## Directions:
Check every line of the data below for the string "dead", and copy the ones that hold it.

## Source material:
══════════════════════════════

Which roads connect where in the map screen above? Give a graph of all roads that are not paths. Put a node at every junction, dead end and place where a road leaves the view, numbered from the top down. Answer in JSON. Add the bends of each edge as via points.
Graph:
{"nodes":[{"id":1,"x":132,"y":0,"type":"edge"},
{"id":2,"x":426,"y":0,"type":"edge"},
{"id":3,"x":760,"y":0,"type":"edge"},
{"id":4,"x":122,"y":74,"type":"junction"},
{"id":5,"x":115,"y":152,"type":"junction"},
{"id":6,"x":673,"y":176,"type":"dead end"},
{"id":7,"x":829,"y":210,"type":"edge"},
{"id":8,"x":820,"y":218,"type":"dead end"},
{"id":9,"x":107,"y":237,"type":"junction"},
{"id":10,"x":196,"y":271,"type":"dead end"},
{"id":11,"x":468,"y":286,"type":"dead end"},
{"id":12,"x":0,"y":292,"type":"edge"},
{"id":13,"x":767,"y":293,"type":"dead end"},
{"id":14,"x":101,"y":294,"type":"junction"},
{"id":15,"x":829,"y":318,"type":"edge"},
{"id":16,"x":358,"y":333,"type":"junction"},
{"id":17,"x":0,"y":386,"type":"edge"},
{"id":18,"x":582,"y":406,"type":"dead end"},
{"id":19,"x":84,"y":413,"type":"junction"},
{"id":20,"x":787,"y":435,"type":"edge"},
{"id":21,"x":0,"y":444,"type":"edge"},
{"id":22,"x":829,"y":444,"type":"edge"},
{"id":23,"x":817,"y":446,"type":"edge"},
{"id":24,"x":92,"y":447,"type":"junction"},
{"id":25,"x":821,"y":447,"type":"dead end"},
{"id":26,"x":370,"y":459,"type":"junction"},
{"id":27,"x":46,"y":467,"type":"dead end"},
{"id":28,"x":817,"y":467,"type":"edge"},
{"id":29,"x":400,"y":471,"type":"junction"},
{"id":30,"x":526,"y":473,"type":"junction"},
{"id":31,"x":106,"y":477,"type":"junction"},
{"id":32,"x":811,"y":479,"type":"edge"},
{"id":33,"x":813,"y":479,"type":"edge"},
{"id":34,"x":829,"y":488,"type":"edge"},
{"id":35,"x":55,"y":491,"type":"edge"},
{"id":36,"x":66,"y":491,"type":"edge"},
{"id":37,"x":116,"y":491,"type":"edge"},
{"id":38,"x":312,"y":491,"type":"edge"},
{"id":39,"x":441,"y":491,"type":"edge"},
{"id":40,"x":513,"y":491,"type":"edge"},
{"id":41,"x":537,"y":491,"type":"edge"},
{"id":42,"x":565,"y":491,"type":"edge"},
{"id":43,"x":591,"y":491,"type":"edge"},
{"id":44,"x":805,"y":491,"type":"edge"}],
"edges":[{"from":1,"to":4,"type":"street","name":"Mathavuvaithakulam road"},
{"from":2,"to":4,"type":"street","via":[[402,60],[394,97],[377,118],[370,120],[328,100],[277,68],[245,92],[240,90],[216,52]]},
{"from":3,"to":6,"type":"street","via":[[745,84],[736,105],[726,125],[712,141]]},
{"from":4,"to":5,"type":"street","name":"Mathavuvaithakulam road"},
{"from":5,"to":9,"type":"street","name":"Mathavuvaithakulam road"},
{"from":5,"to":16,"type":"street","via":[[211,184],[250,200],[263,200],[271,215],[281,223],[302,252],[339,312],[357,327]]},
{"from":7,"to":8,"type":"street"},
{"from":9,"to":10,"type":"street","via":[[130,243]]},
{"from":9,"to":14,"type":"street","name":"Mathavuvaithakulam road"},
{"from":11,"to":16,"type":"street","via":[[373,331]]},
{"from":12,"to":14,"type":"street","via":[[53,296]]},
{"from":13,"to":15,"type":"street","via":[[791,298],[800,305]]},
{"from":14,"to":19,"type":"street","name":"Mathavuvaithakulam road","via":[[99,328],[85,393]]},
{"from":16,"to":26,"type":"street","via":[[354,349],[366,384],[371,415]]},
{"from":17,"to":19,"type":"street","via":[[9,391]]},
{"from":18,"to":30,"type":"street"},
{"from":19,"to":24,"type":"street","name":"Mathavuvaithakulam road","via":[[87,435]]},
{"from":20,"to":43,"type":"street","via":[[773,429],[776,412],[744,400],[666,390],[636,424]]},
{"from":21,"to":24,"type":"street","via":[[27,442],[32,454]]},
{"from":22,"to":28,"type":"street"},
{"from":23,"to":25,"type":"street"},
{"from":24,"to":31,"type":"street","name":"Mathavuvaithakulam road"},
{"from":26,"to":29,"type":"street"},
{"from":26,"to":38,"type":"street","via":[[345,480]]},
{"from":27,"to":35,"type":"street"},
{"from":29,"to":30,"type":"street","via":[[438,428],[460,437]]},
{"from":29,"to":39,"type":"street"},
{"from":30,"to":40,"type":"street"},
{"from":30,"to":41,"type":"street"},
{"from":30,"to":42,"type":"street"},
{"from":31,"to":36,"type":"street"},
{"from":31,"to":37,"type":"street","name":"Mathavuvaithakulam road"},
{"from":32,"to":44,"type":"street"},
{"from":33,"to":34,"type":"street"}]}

══════════════════════════════

## Task response:
Which roads connect where in the map screen above? Give a graph of all roads that are not paths. Put a node at every junction, dead end and place where a road leaves the view, numbered from the top down. Answer in JSON. Add the bends of each edge as via points.
{"id":6,"x":673,"y":176,"type":"dead end"},
{"id":8,"x":820,"y":218,"type":"dead end"},
{"id":10,"x":196,"y":271,"type":"dead end"},
{"id":11,"x":468,"y":286,"type":"dead end"},
{"id":13,"x":767,"y":293,"type":"dead end"},
{"id":18,"x":582,"y":406,"type":"dead end"},
{"id":25,"x":821,"y":447,"type":"dead end"},
{"id":27,"x":46,"y":467,"type":"dead end"},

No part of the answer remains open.